When I used to post here, someone once told me that when you prolong the treatment, you prolong the pain. I don't remember who it was, but I thought those were wise words. So this morning, I went out to do my scheduled 13-mile run. For the first three miles, the pain was really bad. Worse than on Friday's run. I almost quit. But I forced myself to keep going. At some point during the next three miles, my knee stopped hurting. I finished the run with no more pain. It was a good run.
Soon after the run, I felt the pain going down stairs. So I found three more flights of stairs and went down those too. The pain diminished considerably, and I was able to walk down several more flights later in the day with only a little pain.
Why am I posting this? Well, I guess I still have doubts, and I need support. I've got a tough week of training coming up, and I'm scared that the knee will interfere with that. When I had the neck/buttock pain two years ago, I had basically been a couch potato for 6 months, so it was *obvious* that my activities were not the cause of the pain. This time, it's not as obvious. I guess I wanted to assemble all the evidence, partly to convince myself that this is most likely TMS. Also, I'm really angry that I'm having to deal with persistent pain again!
Any advice or support would be appreciated
Vikki |
7 L A T E S T R E P L I E S (Newest First) |
shawnsmith |
Posted - 10/17/2007 : 13:48:43 Remember also Viki that all of this training for an upcoming competition is generating a lot of emotions within you. You might want to reflect upon what drives you to train and compete.
What is it about being Viki that generates pain?
******* Sarno-ize it! Read chapter 4 of Dr. Sarno's "The Divided Mind." Also chapers 3, 4 and 5 in Dr. Scott Brady's "Pain Free For Life" are very important. |
vikki |
Posted - 10/14/2007 : 15:30:22 Hello everyone,
I am sorry I didn't respond earlier -- my internet connection has been giving me problems.

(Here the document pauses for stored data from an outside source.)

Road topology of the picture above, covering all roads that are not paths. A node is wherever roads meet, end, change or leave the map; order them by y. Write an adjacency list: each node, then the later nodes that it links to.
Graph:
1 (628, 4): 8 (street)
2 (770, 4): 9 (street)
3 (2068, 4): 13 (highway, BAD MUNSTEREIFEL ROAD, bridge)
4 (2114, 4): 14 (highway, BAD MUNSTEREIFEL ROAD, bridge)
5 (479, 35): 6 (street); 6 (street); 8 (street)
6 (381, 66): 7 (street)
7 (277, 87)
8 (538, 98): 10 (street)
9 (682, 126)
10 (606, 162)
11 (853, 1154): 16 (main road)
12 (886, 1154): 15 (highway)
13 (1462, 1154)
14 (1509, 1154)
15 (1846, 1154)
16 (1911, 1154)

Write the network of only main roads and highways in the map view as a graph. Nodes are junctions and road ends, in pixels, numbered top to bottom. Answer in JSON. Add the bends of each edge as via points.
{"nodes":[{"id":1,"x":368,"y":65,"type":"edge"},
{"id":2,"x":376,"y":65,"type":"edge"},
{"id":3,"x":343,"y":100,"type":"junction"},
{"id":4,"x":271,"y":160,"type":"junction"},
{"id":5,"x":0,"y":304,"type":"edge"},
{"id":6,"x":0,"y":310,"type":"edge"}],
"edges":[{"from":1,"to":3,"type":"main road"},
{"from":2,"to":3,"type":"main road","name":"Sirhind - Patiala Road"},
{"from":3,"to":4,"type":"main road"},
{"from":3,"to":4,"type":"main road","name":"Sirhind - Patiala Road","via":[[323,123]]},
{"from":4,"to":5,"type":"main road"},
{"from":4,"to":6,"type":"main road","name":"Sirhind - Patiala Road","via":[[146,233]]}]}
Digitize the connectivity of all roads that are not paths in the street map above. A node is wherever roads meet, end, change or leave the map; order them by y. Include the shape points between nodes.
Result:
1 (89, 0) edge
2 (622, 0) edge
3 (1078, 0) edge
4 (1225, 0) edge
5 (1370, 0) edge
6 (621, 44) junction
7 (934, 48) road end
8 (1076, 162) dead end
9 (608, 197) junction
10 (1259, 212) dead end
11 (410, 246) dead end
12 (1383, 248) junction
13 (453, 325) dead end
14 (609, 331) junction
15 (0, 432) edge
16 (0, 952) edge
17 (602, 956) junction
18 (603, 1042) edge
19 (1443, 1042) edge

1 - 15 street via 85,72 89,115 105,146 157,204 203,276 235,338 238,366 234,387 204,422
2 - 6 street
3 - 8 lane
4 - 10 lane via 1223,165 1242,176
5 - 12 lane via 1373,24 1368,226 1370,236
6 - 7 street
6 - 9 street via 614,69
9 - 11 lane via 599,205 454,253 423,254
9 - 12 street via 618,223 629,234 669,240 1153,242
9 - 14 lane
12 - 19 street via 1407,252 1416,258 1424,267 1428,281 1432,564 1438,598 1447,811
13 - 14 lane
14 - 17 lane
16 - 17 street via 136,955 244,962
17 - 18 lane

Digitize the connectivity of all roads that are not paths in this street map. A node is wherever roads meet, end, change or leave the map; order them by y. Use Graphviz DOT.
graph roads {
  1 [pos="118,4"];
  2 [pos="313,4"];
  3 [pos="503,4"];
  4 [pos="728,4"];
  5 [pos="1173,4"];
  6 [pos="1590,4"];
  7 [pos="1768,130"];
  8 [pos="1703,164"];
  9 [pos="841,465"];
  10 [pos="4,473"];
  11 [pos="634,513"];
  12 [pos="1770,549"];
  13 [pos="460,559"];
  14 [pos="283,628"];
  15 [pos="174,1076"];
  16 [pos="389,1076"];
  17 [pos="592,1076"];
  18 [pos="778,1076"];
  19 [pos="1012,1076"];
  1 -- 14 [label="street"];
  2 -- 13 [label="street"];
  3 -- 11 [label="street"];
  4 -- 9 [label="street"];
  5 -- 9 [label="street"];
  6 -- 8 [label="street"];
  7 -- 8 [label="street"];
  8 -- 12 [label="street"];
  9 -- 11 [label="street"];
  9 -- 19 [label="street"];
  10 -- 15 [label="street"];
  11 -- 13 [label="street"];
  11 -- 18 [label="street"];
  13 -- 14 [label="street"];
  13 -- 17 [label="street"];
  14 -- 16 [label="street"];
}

Thank you all for the support! I continued to run through the pain. It still did not get any better, so I actually gave in and went to a physical therapist. The PT looked at my knee then gave me a vague diagnosis of "tendonitis" caused by various hip issues, and the fact that one of my legs is longer than the other. He wanted to start me on a hip stretching and strengthening program, and send me for custom orthotics. This reminded me so much of the many PT visits when I had my butt and shoulder issues! And it turns out, this is exactly what I needed to confirm that this was TMS. The very next day, I went out and ran 10 miles with very little pain. The knee has barely bothered me since :)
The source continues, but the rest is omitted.